— Pokaż! Daj znak.
Ranny zajęczał, podniósł pokrwawioną rękę do zaszytych ust.
Dydyński rozejrzał się. Przeciąć dratwę? Na Boga, bał się. Bo co powiedzą tamci, kiedy wrócą?
— Nie mogę rozciąć ci ust! Wrócą i zobaczą. Pokaż mi, jak trafić do Starca. Chcę tylko bić mu czołem w twoim imieniu.
Ranny, popalony i zmęczony więzień jęczał i dygotał. Kręcił głową.
— To twoja ostatnia szansa, bracie Grigoriju. Nie proszę o żadną z twoich tajemnic.
Ręka rannego miotała się po omacku jak ryba wyrzucona na brzeg. Złapała za drugą, związaną sznurami, potrząsnęła.
Dydyński rozsupłał z trudem więzy, uwolnił drugą rękę Moskala.
A wtedy więzień chwycił go za prawą dłoń i przytrzymał. Lewa ręka dygotała, kiedy obmacywał łachmany na piersi, znalazł ranę na boku, a potem rozerwał strupy, pod którymi pojawiły się rany nabrzmiałe krwią. Jedyne oko mrugało spod ran. Umazał palce lewej ręki w czerwieni, szarpnął za sztywną od krwi i brudu koszulę, rozerwał ją, obnażając chudą, dygocącą na mrozie pierś. I jednym ruchem nakreślił krwią na własnej skórze znak — falującą linię zwieńczoną kropką. Co, u licha?
— Czy to jest droga do Starca?
Przeczenie. Jęk.
— Jego symbol? Herb?
Nie.
— Tak wygląda Stariec?
Potakiwanie, długie, mocne.
— Gdzie on jest? W Moskwie? Na Kremlu?
Przeczenie i jęk.
— Na południu, przy ujściu Thanais?
Przeczenie.
— Na północy?
Milczenie.
— Nie wiem, co znaczy ten wężyk.
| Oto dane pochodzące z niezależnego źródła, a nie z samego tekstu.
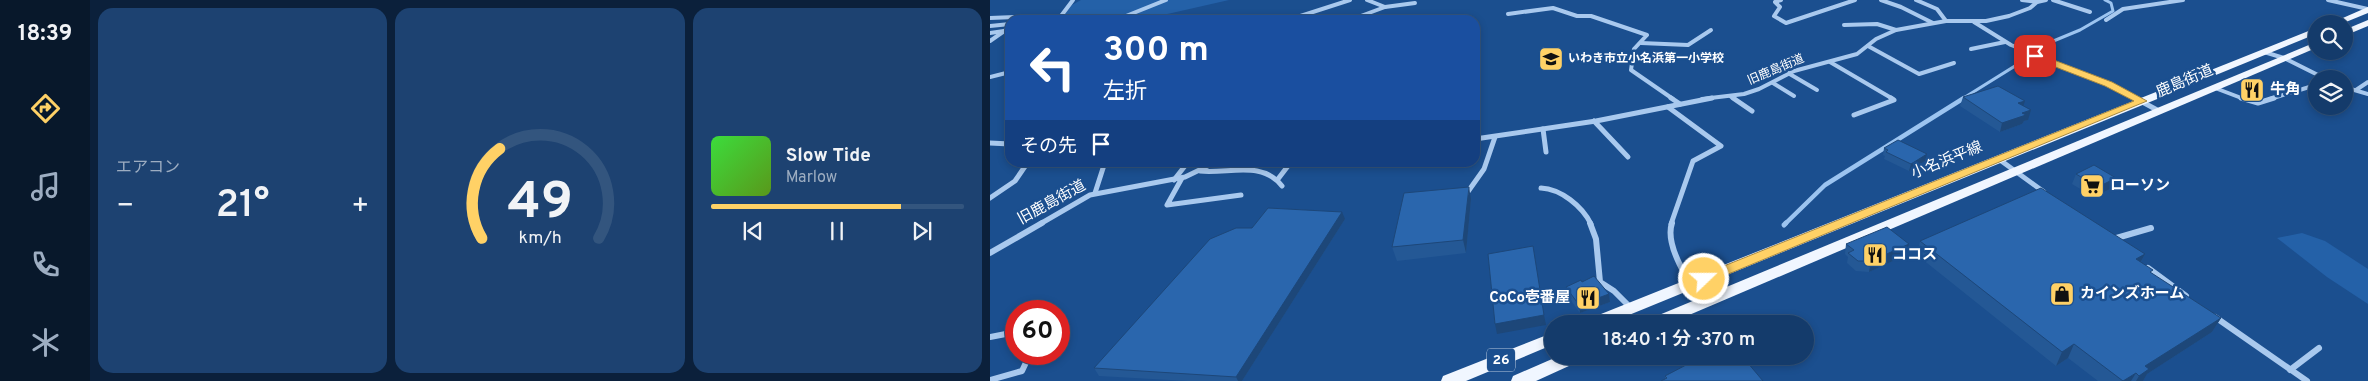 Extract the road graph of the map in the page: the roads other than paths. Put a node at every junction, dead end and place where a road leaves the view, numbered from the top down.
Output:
1 (1073, 0) edge
2 (1166, 0) edge
3 (1350, 0) edge
4 (1367, 0) edge
5 (1781, 0) edge
6 (1852, 0) edge
7 (1881, 0) edge
8 (1916, 0) edge
9 (2022, 0) edge
10 (2043, 0) edge
11 (2053, 0) edge
12 (2183, 0) edge
13 (2328, 0) edge
14 (2037, 2) junction
15 (1415, 4) dead end
16 (1385, 7) junction
17 (2368, 10) edge
18 (2090, 12) dead end
19 (1508, 14) dead end
20 (1062, 15) edge
21 (1128, 15) edge
22 (1304, 15) edge
23 (1363, 15) edge
24 (1005, 16) edge
25 (2353, 16) edge
26 (990, 18) edge
27 (2106, 20) dead end
28 (1946, 22) junction
29 (1974, 22) junction
30 (1934, 23) junction
31 (1005, 25) edge
32 (1844, 25) dead end
33 (2367, 25) edge
34 (990, 26) edge
35 (1711, 30) dead end
36 (1896, 30) junction
37 (2353, 30) edge
38 (1004, 31) joint
39 (990, 33) edge
40 (2308, 34) edge
41 (991, 40) edge
42 (2006, 42) junction
43 (1640, 43) junction
44 (1868, 46) junction
45 (2308, 48) edge
46 (1971, 49) dead end
47 (2264, 52) junction
48 (2284, 58) junction
49 (1829, 61) junction
50 (1954, 63) dead end
51 (2308, 70) edge
52 (1005, 73) edge
53 (1788, 73) junction
54 (990, 77) edge
55 (2368, 82) edge
56 (1772, 83) junction
57 (2215, 88) junction
58 (2308, 88) edge
59 (2353, 89) edge
60 (1817, 90) dead end
61 (2356, 90) junction
62 (2368, 94) edge
63 (1729, 96) junction
64 (1794, 96) dead end
65 (2142, 101) junction
66 (1680, 104) junction
67 (1668, 107) junction
68 (1752, 111) dead end
69 (2160, 112) junction
70 (1854, 115) dead end
71 (1594, 121) junction
72 (1543, 129) junction
73 (1495, 137) junction
74 (1480, 138) edge
75 (990, 143) edge
76 (1005, 144) edge
77 (1546, 152) dead end
78 (1628, 157) dead end
79 (2000, 160) junction
80 (1025, 167) edge
81 (1103, 167) edge
82 (1184, 167) edge
83 (1207, 167) edge
84 (1287, 167) edge
85 (1199, 171) junction
86 (2017, 171) junction
87 (1182, 178) junction
88 (1278, 179) junction
89 (1174, 180) junction
90 (1282, 186) dead end
91 (1541, 188) dead end
92 (1095, 193) junction
93 (1467, 193) edge
94 (1241, 196) dead end
95 (2050, 197) edge
96 (990, 198) edge
97 (2151, 228) dead end
98 (2103, 235) edge
99 (2110, 240) junction
100 (2118, 246) edge
101 (990, 253) edge
102 (2143, 264) edge
103 (1691, 284) junction
104 (2191, 300) edge
105 (1703, 302) junction
106 (1631, 308) junction
107 (2207, 311) edge
108 (1614, 315) edge
109 (1673, 315) edge
110 (1005, 335) edge
111 (990, 338) edge
112 (1544, 342) edge
113 (2319, 348) dead end
114 (1025, 365) edge
115 (1555, 365) edge
116 (2290, 370) junction
117 (990, 380) edge
118 (1449, 381) edge
119 (1519, 381) edge
120 (2306, 381) edge

1 - 20 street
2 - 21 street
3 - 22 street
4 - 16 street
5 - 6 street
7 - 30 street
8 - 28 street
9 - 14 street
10 - 14 street, 旧鹿島街道
11 - 18 street
12 - 27 street
13 - 17 street
14 - 29 street, 旧鹿島街道
15 - 16 street
16 - 23 street
17 - 25 main road
19 - 43 street
24 - 26 street
28 - 29 street, 旧鹿島街道
28 - 30 street, 旧鹿島街道
29 - 42 street
30 - 36 street, 旧鹿島街道
31 - 34 street
32 - 36 street
33 - 37 main road
35 - 43 street
36 - 44 street, 旧鹿島街道
38 - 39 street
38 - 41 street
40 - 47 main road, 小名浜平線
42 - 46 street
42 - 65 street
43 - 66 street
44 - 49 street, 旧鹿島街道
44 - 50 street
45 - 48 main road, 鹿島街道
47 - 48 street
47 - 65 main road, 小名浜平線
48 - 51 street
48 - 57 main road, 鹿島街道
49 - 53 street, 旧鹿島街道
49 - 70 street
52 - 54 street
53 - 56 street, 旧鹿島街道
53 - 60 street
55 - 61 street
56 - 63 street, 旧鹿島街道
56 - 64 street
57 - 58 street
57 - 69 main road, 鹿島街道
59 - 61 street
61 - 62 street
63 - 66 street, 旧鹿島街道
63 - 68 street
65 - 69 street
65 - 79 main road, 小名浜平線
66 - 67 street, 旧鹿島街道
67 - 71 street, 旧鹿島街道
67 - 103 street
69 - 86 main road, 鹿島街道
71 - 72 street, 旧鹿島街道
71 - 78 street
72 - 73 street, 旧鹿島街道
72 - 77 street
73 - 74 street, 旧鹿島街道
73 - 93 street
75 - 76 street
79 - 86 street
79 - 103 main road, 小名浜平線
80 - 96 street
81 - 92 street
82 - 89 street
83 - 85 street, 旧鹿島街道
84 - 88 street
85 - 87 street, 旧鹿島街道
85 - 88 street
86 - 95 street
86 - 105 main road, 鹿島街道
87 - 89 street, 旧鹿島街道
87 - 94 street
88 - 90 street
89 - 92 street, 旧鹿島街道
91 - 106 street
92 - 101 street, 旧鹿島街道
97 - 99 street
98 - 99 street
99 - 100 street
102 - 104 street
103 - 105 street
103 - 106 main road, 小名浜平線
105 - 109 main road, 鹿島街道
106 - 108 main road, 小名浜平線
107 - 116 street
110 - 111 street
112 - 118 main road, 26
113 - 116 street
114 - 117 street
115 - 119 main road, 26
116 - 120 street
Jak mogę go odczytać? Pojąć?
Szybki ruch — Moskal nakreślił krwią na ciele krzyż, otoczył go palcem, zakreślając niemal okrągłą linię.
— Co to znaczy? Cerkiew?
Przeczenie.
— Stariec to pop?
Przeczenie.
— Święty obraz?
Tak…
— Ikona?
Tak.
— To za mało! Pokaż mi mapę albo po prostu kiwaj głową: tak lub nie, gdy będę pytał. Rozumiesz, Moskalu? A zatem: Stariec jest daleko stąd?
Milczenie.
— Blisko?
Więzień jęczał i dygotał. Dydyński przygryzł wąsa. Pytał dalej, ale skazaniec nie był skory do pogawędki.
Jacek chwycił prawą rękę tamtego i przywiązał na powrót do noszy. To samo uczynił z lewą. Przybliżył usta do ucha ofiary.
— Nie chcesz nic pokazać, psi synu Moskalu — wycedził. — Zatem pozwól, że ja z kolei powiem ci kilka słów prawdy. Nie jestem bratem z Dworu. Nie jestem człowiekiem ruskiej wiary, ale Lachem, który wdarł się w wasze szeregi…
Przez chwilę dyszał ze złości, bo miał już dosyć tego wszystkiego. Wojny, Moskali, Dworu, ruskich diabłów, proroków i świętych.
— Śledzę was i rozgryzam od środka — ja, szlachcic polski, wilk w owczej skórze. I zapowiadam, że wkrótce zastukamy z szablami i czekanami do waszej nory. Wywleczemy stamtąd wszystkich ludzi Dworu. I zarąbiemy jak psy! Wasze cerkwie, wy, Moskale, psubraty, zdrajcy, będą czerwone od krwi, wasze głowy druzgotać będą kopyta naszych koni. Wybijemy was co do ostatniego, zaorzemy po was ziemię i posypiemy solą, jak Rzeczpospolita Rzymska dawną Kartaginę. Aby wasz Stariec nigdy nie wstał z grobu.
Więzień jęczał, charczał, dusił się. Szarpał rękoma, jakby był w powijakach. Nie mógł się uwolnić, nie mógł krzyczeć.
— Hej, bywaj tu! — zakrzyknął Dydyński.
Moskale od razu wypadli spoza drzew.
— Kończyć z nim! — krzyknął. — Rozpalajcie ogień!
Nie trzeba było im tego powtarzać. Szczerbaty skoczył z pochodnią do ziemianki, podłożył ją pod smolne szczapy. Płomienie skoczyły w górę, zachybotały, popełzły wzdłuż drew.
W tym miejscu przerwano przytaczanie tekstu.